Although in both Wan and Vu, this Court stated that sentences for certain types of manslaughter tend to be around 11 years’ imprisonment, it did not say that sentences higher than this would be outside the range. Unsurprisingly, the Court acknowledged that the facts of any particular case might warrant higher sentences. In Wan, the Court referred to the maximum penalty of 20 years’ imprisonment as an important yardstick. In Vu, the Court recognised that the sentence of 13 years’ imprisonment imposed by this Court on the Director’s appeal in Ristevski was within range for offending of that kind.

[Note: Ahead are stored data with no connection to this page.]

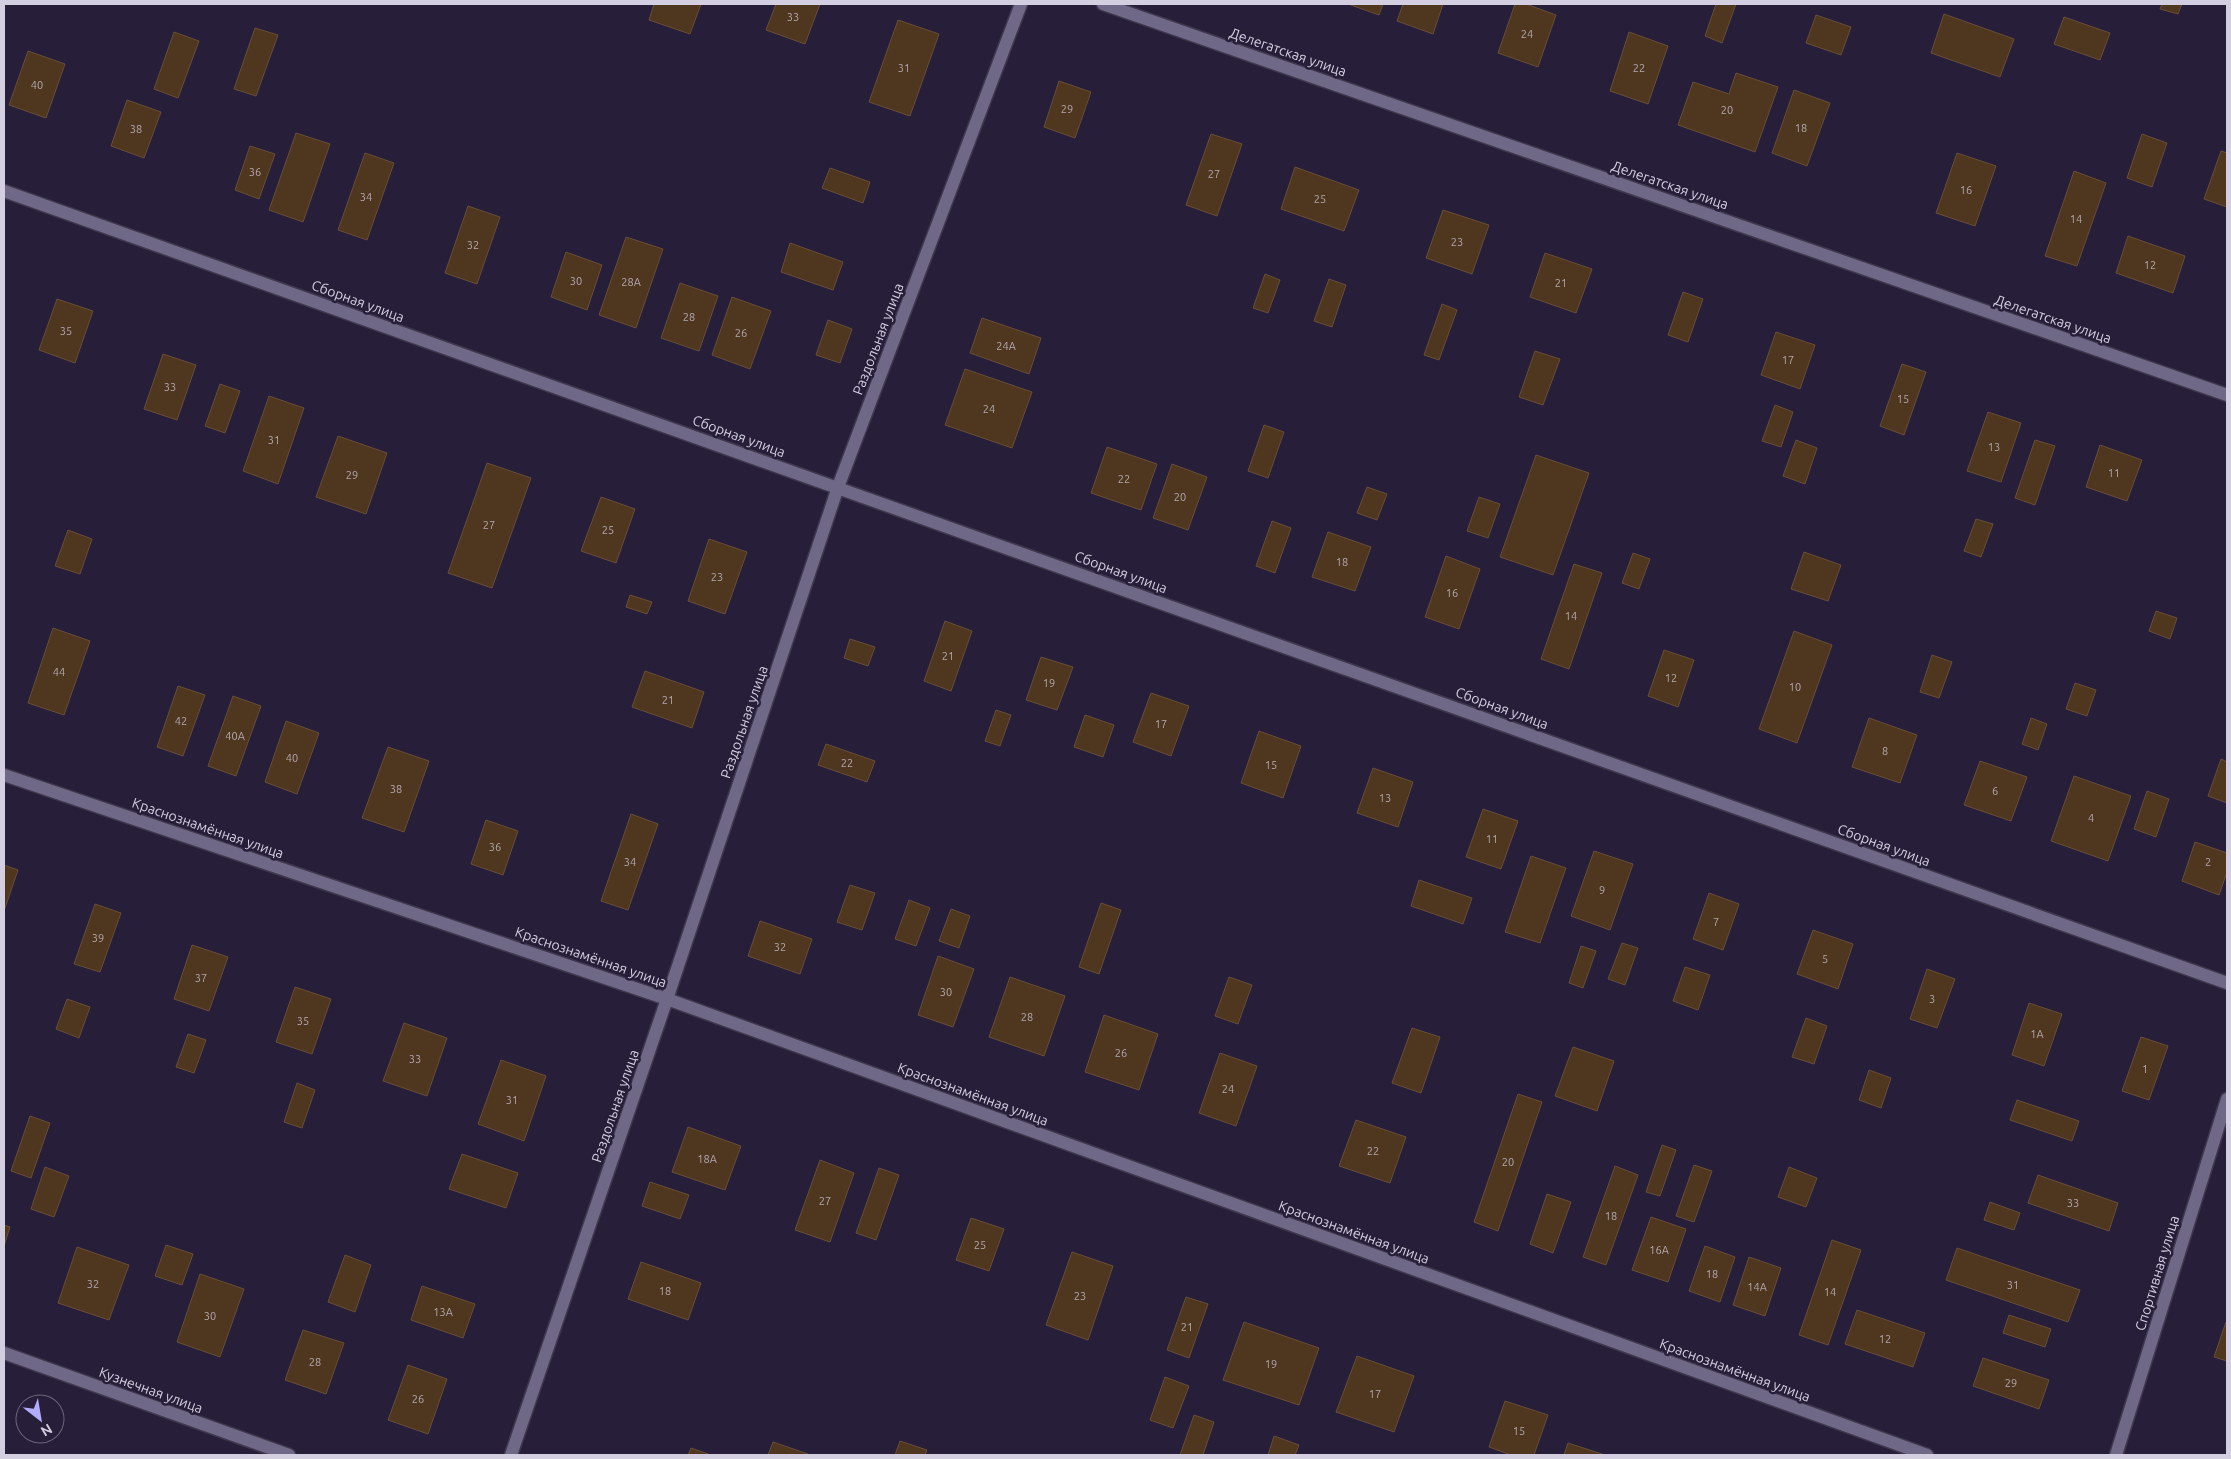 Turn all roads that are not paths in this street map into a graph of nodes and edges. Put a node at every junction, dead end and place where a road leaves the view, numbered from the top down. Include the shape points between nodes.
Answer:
1 (1021, 4) edge
2 (1103, 4) edge
3 (4, 191) edge
4 (2227, 395) edge
5 (838, 487) junction
6 (4, 775) edge
7 (2227, 983) edge
8 (667, 999) junction
9 (2227, 1099) edge
10 (4, 1353) edge
11 (289, 1455) edge
12 (511, 1455) edge
13 (1927, 1455) edge
14 (2116, 1455) edge

1 - 5 street, Раздольная улица
2 - 4 street, Делегатская улица
3 - 5 street, Сборная улица
5 - 7 street, Сборная улица
5 - 8 street, Раздольная улица
6 - 8 street, Краснознамённая улица
8 - 12 street, Раздольная улица
8 - 13 street, Краснознамённая улица
9 - 14 street, Спортивная улица
10 - 11 street, Кузнечная улица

It follows that we do not accept the applicant’s submission that the sentence of 13 years’ imprisonment in Ristevski is an ‘outlier’. That sentence forms part of current sentencing practice for manslaughter by unlawful and dangerous act. It also, to some degree, informs the relevant sentencing range in the present case.
It cannot be said that the circumstances of the offending in Ristevski were more serious than those in the present case. That is because nothing is known about how and why Ristevski killed his wife. It also cannot be said that, in all respects, Ristevski’s post-offence conduct was worse than that of the applicant. Although both offenders acted deceitfully in denying their involvement, and Ristevski conducted himself appallingly in that regard, the applicant went much further. He falsely accused others of having killed KR. He made repeated disparaging comments about her, callously joked about whether he had killed her, and threatened others with the same fate. Although Ristevski did not disclose the location of his wife’s body, whereas the applicant did disclose the location of KR’s body, the applicant did so only after his admissions to the undercover operatives rendered his position untenable.
In summary, then, the sentences imposed in the other cases cited do not support the applicant’s contention that his sentence is manifestly excessive.
Conclusion
For the above reasons, the application for leave to appeal will be refused.